What is a Cord?
Updated: Mar 10
When we put the wood furnace in our office last December one of my goals was to get enough firewood cut before warm weather to get us through the next winter. That way the wood will have plenty of time to season/dry and there will be no problem keeping the office temperature in the upper 70’s on those cold winter days. As you can see in the picture we should have enough wood to get us through. Lisa became concerned I might have an addiction problem when dump trucks were unloading logs in the parking lot behind the office and there was barely room left to park a vehicle.
The question was how much firewood was enough. To answer the question after we finished burning wood, splitting, stacking, and piling all of the wood in the parking lot we measured the pile. Believe it or not the way you measure firewood is defined by state statute in North Carolina.

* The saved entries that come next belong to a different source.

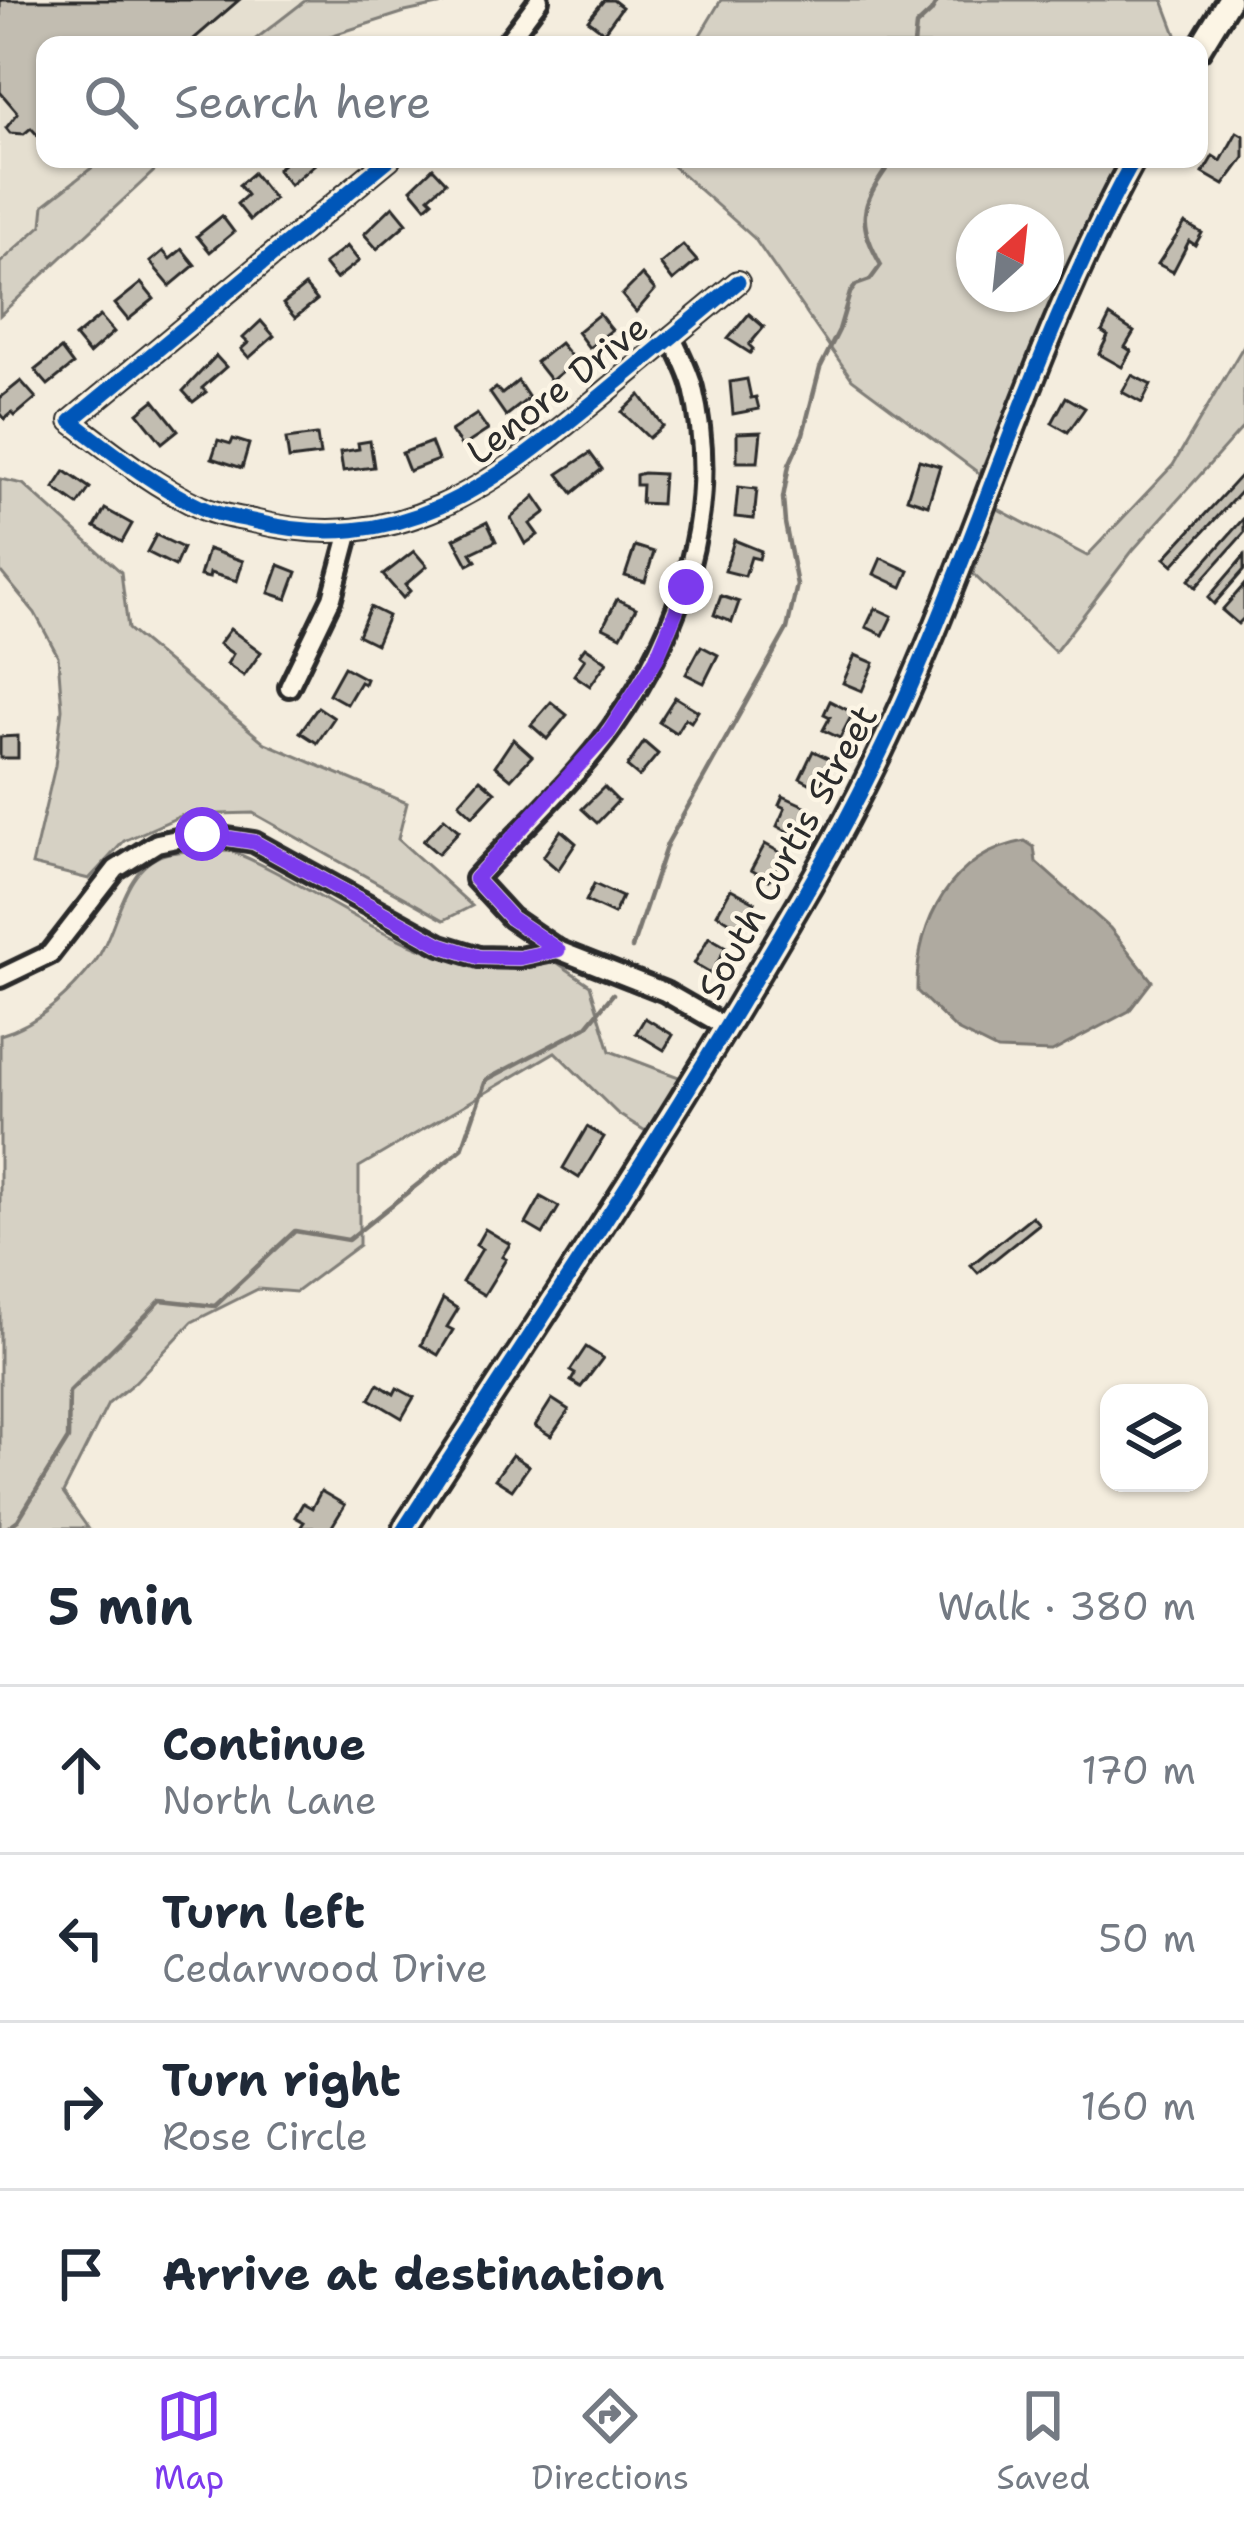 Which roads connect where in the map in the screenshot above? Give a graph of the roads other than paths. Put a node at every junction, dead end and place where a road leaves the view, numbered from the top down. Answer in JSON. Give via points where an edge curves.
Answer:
{"nodes":[{"id":1,"x":539,"y":0,"type":"edge"},
{"id":2,"x":1229,"y":0,"type":"edge"},
{"id":3,"x":512,"y":36,"type":"edge"},
{"id":4,"x":1207,"y":36,"type":"edge"},
{"id":5,"x":378,"y":168,"type":"edge"},
{"id":6,"x":1129,"y":168,"type":"edge"},
{"id":7,"x":738,"y":282,"type":"dead end"},
{"id":8,"x":672,"y":337,"type":"junction"},
{"id":9,"x":350,"y":531,"type":"junction"},
{"id":10,"x":289,"y":687,"type":"dead end"},
{"id":11,"x":558,"y":950,"type":"junction"},
{"id":12,"x":0,"y":978,"type":"edge"},
{"id":13,"x":726,"y":1027,"type":"junction"},
{"id":14,"x":405,"y":1528,"type":"edge"}],
"edges":[{"from":1,"to":3,"type":"street"},
{"from":2,"to":4,"type":"street"},
{"from":5,"to":9,"type":"street","name":"Lenore Drive","via":[[71,421],[203,509],[277,527]]},
{"from":6,"to":13,"type":"street","name":"South Curtis Street","via":[[1089,241],[874,766]]},
{"from":7,"to":8,"type":"street","name":"Lenore Drive"},
{"from":8,"to":9,"type":"street","name":"Lenore Drive","via":[[516,466],[409,519]]},
{"from":8,"to":11,"type":"street","via":[[693,387],[700,442],[701,511],[686,587],[656,659],[609,732],[475,879],[511,918]]},
{"from":9,"to":10,"type":"street","via":[[332,598]]},
{"from":11,"to":12,"type":"street","via":[[479,957],[441,945],[254,842],[202,834],[157,843],[116,868],[50,954]]},
{"from":11,"to":13,"type":"street","via":[[665,992]]},
{"from":13,"to":14,"type":"street","name":"South Curtis Street"}]} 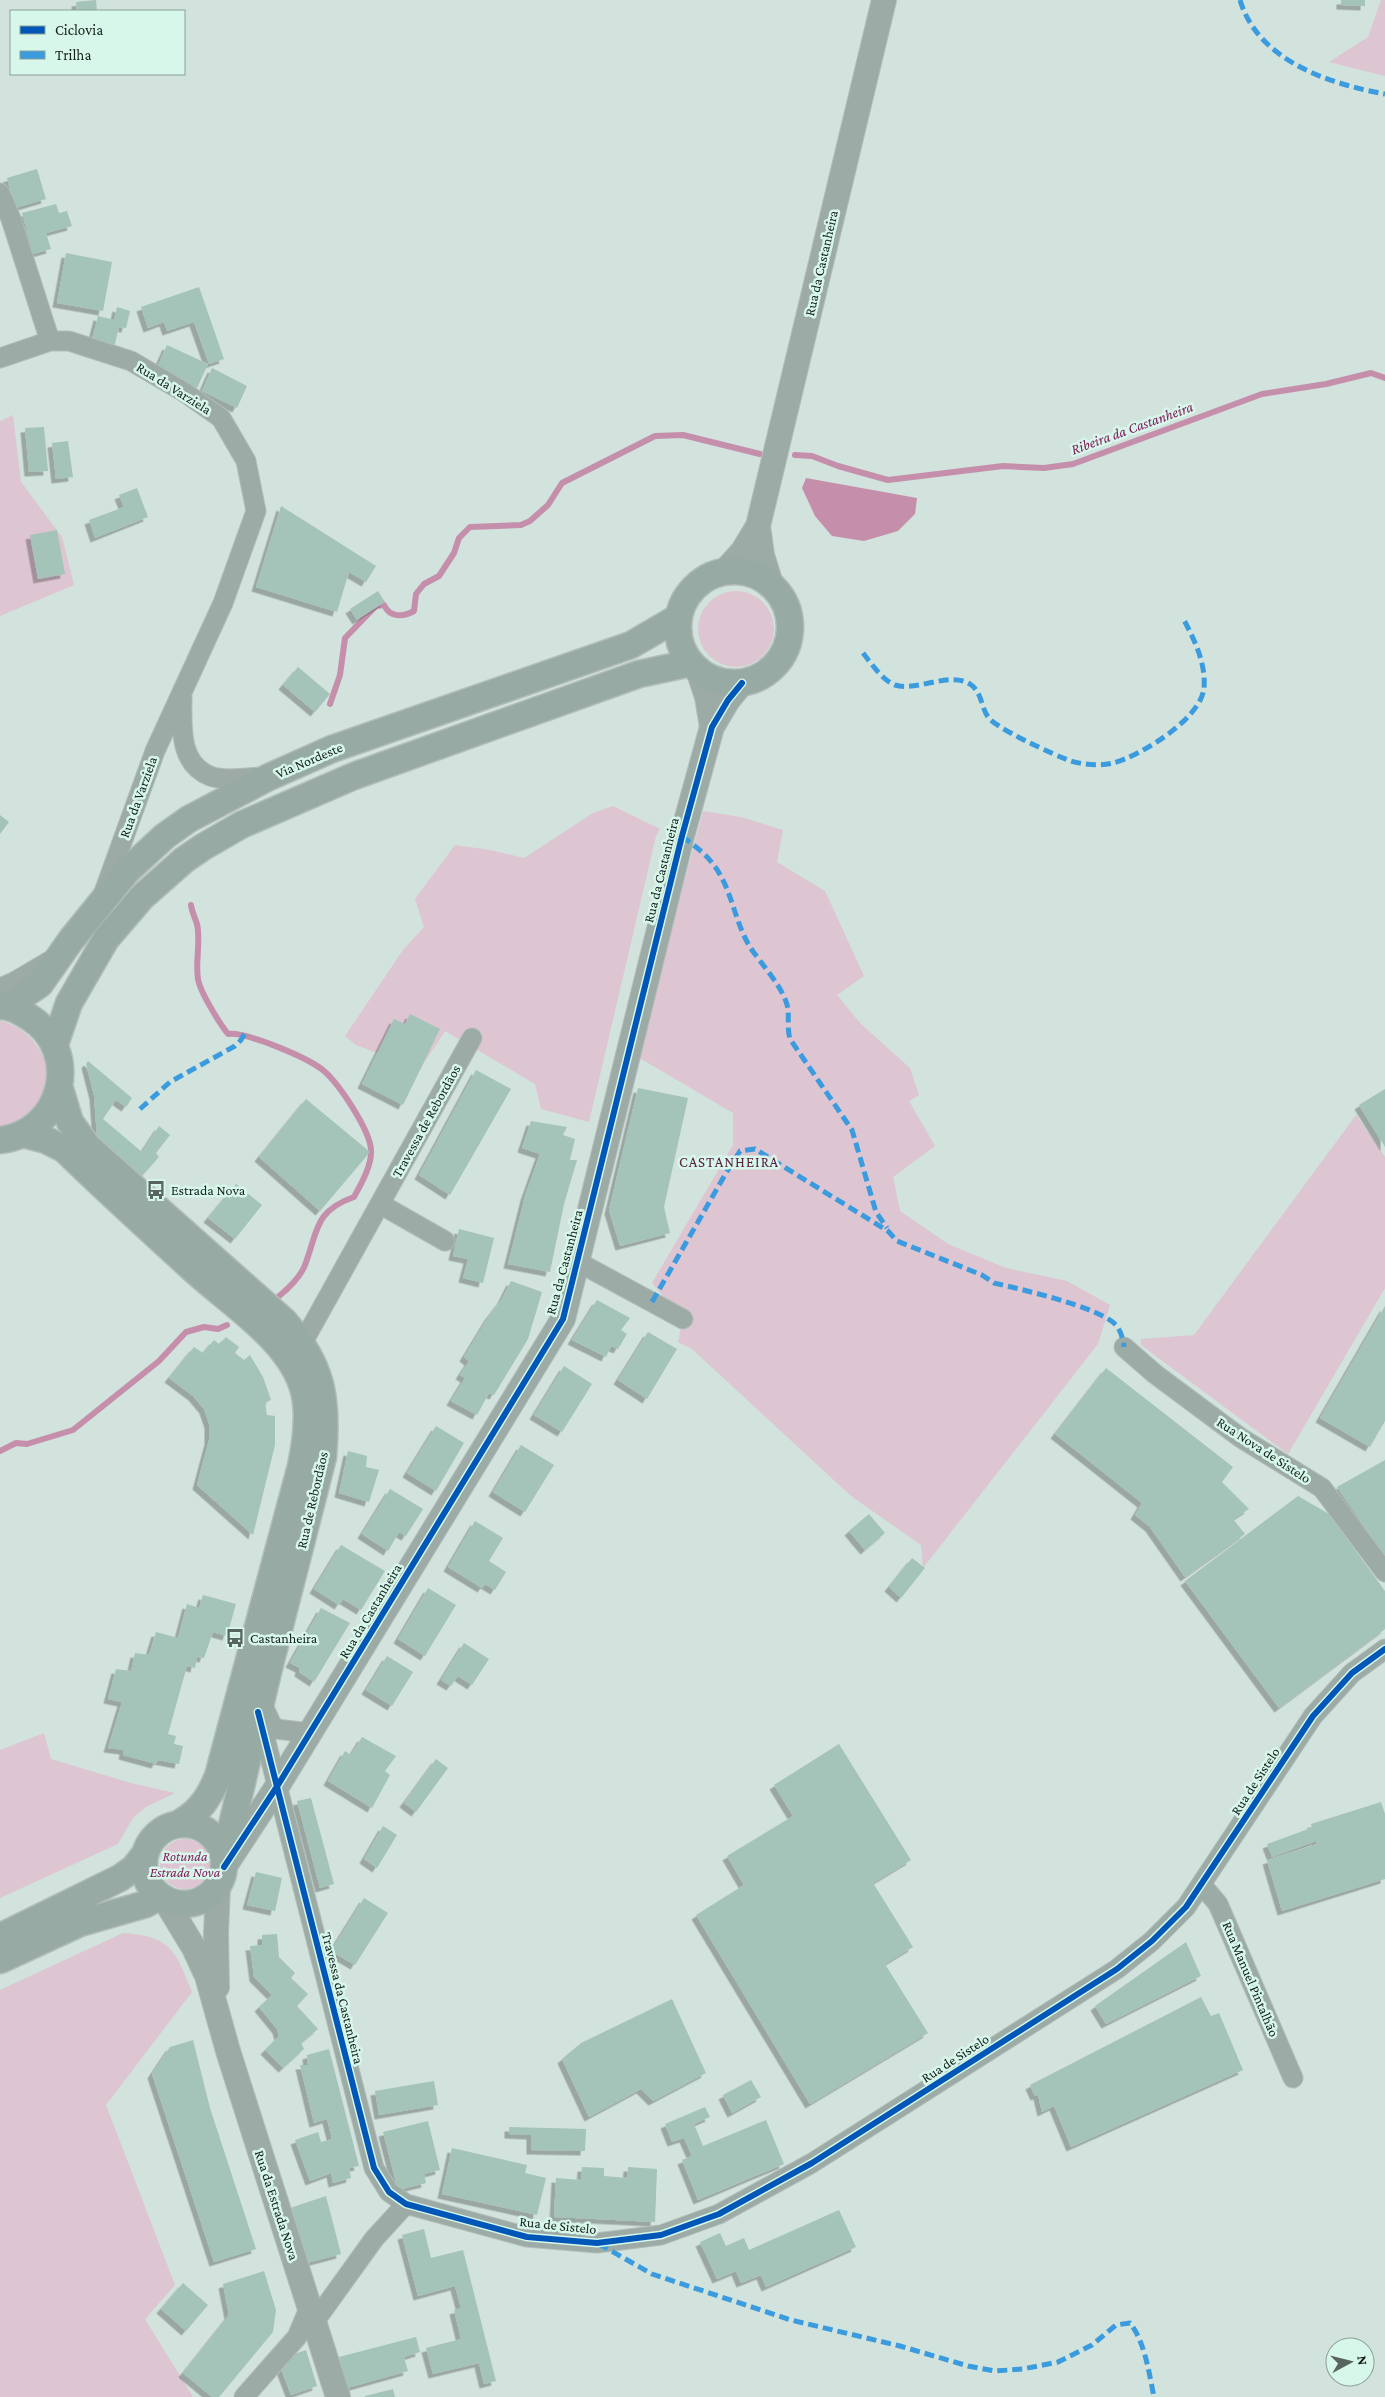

“Cord” when used in conjunction with purchases of wood is a quantity of wood consisting of any number of sticks, bolts, or pieces laid parallel and together as to form a rick or stack occupying a space four feet wide, four feet high, and eight feet long, together equal 128 cubic feet by volume…
In other words measure, in feet, the length, height, and width of your firewood multiply them together and divide by 128 to get cords.
With the assistance of Professonal Land Surveyor, Micah Sidden, we measured our pile and came up with 12.5 cords of firewood. We will report back when spring arrives and let you know how much we burned.